В дверях показался весь штаб газеты с метранпажем во главе, а позади всех, сотрясаемый яростью, семенил главный редактор и кричал, не помня себя:
— Именно так! Я ни в чем не могу на вас положиться! Тычетесь, словно кутята безмозглые! Позор!
— А в прошлый раз, прошу прощения, ты поднял точно такой же шум из-за того, что мы сделали какое-то замечание по твоей статье. Ума не приложу, как и держаться с тобой! — смело, спокойно отвечал метранпаж.

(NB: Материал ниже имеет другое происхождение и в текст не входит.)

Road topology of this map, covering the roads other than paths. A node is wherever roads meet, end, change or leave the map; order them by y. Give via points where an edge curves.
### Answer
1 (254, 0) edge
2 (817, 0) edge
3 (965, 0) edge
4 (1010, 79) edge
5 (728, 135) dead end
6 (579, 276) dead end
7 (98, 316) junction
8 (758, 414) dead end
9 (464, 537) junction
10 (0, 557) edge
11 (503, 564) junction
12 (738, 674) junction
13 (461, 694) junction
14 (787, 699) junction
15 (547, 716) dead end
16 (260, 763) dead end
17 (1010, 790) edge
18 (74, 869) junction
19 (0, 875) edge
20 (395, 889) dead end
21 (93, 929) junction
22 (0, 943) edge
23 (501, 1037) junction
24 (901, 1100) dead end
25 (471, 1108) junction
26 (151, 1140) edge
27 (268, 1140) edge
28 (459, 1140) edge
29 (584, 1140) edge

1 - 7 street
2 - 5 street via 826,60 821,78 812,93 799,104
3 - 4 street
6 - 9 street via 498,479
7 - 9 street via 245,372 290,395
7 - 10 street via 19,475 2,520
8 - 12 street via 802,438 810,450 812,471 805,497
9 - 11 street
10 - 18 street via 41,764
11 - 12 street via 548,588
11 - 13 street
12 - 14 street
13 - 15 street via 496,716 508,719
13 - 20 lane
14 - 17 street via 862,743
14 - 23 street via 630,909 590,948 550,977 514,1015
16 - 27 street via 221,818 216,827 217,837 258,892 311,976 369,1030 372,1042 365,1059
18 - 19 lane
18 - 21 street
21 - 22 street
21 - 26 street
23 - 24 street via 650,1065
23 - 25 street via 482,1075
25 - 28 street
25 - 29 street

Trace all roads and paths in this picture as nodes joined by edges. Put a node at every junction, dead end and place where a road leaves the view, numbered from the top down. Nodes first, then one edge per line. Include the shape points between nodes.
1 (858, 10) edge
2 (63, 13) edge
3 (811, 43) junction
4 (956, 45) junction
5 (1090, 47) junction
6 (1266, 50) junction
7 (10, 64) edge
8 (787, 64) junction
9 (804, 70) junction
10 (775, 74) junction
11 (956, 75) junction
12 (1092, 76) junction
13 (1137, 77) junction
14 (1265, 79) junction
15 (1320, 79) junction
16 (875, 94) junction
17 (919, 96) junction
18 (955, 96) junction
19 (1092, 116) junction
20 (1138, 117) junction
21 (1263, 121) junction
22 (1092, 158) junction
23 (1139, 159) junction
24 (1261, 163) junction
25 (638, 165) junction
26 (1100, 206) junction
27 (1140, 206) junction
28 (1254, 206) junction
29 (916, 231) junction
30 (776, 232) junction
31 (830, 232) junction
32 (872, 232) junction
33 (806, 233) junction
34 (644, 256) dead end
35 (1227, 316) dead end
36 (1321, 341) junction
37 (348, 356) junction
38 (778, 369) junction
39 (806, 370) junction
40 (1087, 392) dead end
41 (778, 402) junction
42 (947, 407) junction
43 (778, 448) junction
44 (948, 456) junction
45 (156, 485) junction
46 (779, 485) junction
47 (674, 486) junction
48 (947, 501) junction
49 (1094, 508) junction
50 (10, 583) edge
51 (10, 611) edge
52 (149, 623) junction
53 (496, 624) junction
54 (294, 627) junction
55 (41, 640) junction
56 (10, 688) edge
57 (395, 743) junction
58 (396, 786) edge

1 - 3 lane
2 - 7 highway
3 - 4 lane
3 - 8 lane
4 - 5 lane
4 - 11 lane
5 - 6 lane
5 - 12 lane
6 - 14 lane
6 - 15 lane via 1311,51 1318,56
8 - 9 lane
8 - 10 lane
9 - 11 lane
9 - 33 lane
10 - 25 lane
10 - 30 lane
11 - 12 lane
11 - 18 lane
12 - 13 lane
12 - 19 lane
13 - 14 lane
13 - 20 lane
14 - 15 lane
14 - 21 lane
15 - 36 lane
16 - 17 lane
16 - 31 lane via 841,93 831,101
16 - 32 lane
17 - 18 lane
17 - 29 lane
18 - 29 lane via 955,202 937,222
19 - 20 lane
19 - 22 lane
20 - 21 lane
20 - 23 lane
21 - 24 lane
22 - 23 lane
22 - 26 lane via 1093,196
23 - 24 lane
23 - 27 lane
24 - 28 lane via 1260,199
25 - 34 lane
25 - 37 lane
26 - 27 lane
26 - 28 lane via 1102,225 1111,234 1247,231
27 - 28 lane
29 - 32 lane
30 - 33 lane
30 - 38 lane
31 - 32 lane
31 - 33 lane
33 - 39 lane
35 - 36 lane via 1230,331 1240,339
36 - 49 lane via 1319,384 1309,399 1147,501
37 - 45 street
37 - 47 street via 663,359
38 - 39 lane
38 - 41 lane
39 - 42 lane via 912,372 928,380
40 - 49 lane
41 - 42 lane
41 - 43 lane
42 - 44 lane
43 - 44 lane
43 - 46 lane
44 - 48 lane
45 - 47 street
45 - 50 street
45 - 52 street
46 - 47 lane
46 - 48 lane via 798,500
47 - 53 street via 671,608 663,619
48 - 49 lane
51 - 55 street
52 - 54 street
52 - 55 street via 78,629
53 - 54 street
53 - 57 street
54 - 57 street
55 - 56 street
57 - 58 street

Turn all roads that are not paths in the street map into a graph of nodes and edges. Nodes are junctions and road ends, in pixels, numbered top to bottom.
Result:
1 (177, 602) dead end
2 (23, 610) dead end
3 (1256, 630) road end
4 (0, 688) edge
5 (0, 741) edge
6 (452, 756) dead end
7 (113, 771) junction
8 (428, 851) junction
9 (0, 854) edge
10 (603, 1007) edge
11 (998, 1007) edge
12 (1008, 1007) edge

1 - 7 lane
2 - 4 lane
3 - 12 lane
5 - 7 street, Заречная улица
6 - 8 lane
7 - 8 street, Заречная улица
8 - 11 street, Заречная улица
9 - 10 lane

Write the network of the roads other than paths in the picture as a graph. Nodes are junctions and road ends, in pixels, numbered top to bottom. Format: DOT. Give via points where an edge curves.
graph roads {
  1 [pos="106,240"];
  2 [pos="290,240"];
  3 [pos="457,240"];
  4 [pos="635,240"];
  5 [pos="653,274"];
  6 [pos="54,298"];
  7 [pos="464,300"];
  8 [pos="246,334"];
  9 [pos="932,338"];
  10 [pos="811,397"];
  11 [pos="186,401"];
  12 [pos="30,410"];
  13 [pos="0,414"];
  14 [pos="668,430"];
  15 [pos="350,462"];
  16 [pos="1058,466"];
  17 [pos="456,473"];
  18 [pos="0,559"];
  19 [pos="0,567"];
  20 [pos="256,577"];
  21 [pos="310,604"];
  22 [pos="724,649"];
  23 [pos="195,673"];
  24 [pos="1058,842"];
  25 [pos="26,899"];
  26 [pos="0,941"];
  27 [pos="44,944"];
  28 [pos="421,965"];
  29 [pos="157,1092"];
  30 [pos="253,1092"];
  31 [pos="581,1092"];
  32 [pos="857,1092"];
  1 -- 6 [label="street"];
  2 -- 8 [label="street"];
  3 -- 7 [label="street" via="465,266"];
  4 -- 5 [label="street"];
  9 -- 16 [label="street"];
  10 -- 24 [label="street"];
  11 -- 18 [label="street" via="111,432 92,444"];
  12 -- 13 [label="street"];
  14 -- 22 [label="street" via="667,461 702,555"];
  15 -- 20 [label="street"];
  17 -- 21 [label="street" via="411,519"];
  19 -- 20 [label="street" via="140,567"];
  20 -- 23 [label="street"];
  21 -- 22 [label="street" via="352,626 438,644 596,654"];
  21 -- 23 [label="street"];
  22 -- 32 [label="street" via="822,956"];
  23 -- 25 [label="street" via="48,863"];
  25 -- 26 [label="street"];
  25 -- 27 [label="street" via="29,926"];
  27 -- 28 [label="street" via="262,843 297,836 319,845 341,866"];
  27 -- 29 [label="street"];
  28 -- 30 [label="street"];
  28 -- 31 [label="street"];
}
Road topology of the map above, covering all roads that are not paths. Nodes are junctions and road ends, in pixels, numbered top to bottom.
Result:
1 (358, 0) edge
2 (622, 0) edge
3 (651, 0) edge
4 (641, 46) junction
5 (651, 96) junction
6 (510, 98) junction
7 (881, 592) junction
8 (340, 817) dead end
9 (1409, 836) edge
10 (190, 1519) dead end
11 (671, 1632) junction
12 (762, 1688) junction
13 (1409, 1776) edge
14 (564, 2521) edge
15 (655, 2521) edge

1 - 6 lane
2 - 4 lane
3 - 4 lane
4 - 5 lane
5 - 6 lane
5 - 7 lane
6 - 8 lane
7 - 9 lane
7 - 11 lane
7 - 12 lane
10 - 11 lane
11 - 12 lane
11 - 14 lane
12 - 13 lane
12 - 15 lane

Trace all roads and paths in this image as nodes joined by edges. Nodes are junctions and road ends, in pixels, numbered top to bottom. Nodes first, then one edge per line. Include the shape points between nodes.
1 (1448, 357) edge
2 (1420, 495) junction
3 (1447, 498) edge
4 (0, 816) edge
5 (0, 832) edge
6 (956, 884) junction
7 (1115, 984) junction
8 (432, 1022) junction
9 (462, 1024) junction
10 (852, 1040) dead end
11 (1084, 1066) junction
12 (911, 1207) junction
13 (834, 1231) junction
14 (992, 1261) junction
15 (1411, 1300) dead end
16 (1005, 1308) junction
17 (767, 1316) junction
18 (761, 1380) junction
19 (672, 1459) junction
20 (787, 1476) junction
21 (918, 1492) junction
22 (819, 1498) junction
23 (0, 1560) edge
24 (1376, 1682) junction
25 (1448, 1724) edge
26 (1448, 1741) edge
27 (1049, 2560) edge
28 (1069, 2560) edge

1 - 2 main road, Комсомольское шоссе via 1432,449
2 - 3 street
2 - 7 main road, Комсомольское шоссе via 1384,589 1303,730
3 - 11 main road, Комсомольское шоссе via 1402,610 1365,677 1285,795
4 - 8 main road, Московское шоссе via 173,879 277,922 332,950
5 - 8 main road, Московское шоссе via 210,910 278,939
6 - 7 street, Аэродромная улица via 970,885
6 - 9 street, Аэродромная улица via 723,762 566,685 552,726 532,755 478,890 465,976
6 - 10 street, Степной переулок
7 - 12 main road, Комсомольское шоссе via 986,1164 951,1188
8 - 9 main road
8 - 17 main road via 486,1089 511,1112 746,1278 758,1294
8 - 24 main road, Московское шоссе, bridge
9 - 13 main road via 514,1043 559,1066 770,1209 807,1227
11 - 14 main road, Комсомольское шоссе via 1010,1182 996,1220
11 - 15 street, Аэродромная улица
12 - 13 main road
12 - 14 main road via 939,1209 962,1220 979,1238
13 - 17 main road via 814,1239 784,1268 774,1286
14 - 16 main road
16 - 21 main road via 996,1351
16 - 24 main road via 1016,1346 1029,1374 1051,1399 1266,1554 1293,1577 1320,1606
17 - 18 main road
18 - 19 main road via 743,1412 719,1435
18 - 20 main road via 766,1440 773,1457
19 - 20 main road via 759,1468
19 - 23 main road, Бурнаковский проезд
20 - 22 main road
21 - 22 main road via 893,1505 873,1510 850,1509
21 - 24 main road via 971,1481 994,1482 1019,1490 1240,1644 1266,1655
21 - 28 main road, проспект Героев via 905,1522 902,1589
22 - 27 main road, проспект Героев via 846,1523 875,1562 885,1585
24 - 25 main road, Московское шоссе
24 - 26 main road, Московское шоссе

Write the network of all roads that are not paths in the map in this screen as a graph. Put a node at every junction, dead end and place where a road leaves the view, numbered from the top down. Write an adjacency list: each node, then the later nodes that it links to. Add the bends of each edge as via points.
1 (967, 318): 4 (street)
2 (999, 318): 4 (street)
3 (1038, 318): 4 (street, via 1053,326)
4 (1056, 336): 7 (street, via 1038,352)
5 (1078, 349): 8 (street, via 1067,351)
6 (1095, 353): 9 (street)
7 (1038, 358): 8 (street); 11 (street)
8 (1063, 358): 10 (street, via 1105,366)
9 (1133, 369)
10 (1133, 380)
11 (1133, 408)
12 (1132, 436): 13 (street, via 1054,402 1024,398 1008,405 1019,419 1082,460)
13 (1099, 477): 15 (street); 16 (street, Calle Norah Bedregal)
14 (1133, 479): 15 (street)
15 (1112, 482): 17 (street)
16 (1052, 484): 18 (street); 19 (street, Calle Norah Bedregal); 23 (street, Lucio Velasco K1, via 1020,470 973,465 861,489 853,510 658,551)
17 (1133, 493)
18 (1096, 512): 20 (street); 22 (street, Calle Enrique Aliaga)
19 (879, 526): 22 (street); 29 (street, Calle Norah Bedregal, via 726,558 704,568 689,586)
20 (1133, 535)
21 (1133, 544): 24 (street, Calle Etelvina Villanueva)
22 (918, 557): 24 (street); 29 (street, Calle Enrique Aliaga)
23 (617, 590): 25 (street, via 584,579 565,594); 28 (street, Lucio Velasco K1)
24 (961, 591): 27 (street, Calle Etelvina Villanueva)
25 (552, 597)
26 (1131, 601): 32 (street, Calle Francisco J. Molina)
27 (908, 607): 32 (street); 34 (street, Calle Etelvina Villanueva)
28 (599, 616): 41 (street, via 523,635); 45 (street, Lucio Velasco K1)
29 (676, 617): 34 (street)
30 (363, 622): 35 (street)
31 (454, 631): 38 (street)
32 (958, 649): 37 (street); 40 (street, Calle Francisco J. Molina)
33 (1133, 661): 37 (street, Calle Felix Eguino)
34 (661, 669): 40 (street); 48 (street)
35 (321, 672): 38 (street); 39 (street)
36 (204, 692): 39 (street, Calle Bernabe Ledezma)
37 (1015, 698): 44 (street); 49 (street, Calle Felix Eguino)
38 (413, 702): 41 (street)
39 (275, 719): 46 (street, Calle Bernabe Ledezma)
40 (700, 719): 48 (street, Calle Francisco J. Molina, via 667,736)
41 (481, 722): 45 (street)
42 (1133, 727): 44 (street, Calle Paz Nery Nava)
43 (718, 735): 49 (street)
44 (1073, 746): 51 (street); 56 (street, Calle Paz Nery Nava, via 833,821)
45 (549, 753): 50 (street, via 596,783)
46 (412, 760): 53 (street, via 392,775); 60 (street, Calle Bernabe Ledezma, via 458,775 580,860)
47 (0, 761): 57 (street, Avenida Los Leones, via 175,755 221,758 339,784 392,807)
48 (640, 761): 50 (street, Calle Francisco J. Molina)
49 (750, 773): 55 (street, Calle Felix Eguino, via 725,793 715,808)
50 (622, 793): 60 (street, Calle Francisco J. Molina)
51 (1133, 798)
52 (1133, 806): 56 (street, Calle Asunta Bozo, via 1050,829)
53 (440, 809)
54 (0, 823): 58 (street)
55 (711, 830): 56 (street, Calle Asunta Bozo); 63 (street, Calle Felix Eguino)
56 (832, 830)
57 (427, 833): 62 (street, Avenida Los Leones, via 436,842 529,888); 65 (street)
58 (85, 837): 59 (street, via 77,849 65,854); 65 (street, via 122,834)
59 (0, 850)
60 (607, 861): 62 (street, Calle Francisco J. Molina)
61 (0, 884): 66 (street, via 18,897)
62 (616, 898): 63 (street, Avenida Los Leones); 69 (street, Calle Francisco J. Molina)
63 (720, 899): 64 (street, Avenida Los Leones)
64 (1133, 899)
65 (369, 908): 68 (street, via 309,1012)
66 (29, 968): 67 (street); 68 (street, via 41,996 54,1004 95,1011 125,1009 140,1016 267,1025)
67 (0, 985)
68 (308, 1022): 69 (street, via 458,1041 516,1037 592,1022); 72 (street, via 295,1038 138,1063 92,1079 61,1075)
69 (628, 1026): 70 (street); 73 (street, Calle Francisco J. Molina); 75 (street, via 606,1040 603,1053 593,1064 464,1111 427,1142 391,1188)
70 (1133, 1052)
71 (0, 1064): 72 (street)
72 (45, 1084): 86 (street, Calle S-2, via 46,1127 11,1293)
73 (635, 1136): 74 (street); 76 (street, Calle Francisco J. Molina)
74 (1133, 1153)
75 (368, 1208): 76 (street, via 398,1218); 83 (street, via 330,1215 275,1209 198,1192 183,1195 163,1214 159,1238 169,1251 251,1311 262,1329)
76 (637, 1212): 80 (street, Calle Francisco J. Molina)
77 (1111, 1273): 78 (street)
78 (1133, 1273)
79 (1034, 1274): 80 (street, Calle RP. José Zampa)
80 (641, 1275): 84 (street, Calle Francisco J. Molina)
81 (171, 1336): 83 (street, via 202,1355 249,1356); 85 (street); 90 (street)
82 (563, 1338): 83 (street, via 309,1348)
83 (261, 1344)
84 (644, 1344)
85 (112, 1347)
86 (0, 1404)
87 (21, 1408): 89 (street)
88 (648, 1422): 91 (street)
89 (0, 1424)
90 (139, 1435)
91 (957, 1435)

Главный редактор, словно жокей на скачках, управляющийся с несколькими лошадьми сразу, отчаянно жестикулировал и, выходя вслед за сотрудниками из кабинета, громко обличал их:
— А ведь это могло быть и по злому умыслу! Что стоило самим пробежать мою статью? Или показать фотографию мне? Но вы, вы погубили меня! Выставили на посмешище перед всем городом, перед страной! Показываю ухмыляющихся возчиков и называю это в статье рабским, принудительным тру. дом! Повторяю, это можно квалифицировать и как злой умысел!
— Я протестую! — возражал метранпаж.
Молодой длинноволосый сотрудник, который только что вызывал в кабинет фотографа, вдруг, словно придумав, как отвести в сторону, погасить гневную вспышку главного редактора указал ему на Безимени:
— Это он был! Вот этот ухмыляющийся тип!
— Ну, вы-то чего радуетесь, когда вас, как осла, в тележку впрягают? Черт бы вас побрал! Полоумный вы, что ли? Черт бы вас побрал!.. Хоть бы на глаза-то не лезли! Шагайте по своим делам!
Редакционный служитель ухватил Безимени за плечо и вытолкнул за дверь. Газету обивщик уронил. Ее вышвырнули за ним вслед в коридор вместе с шапкой.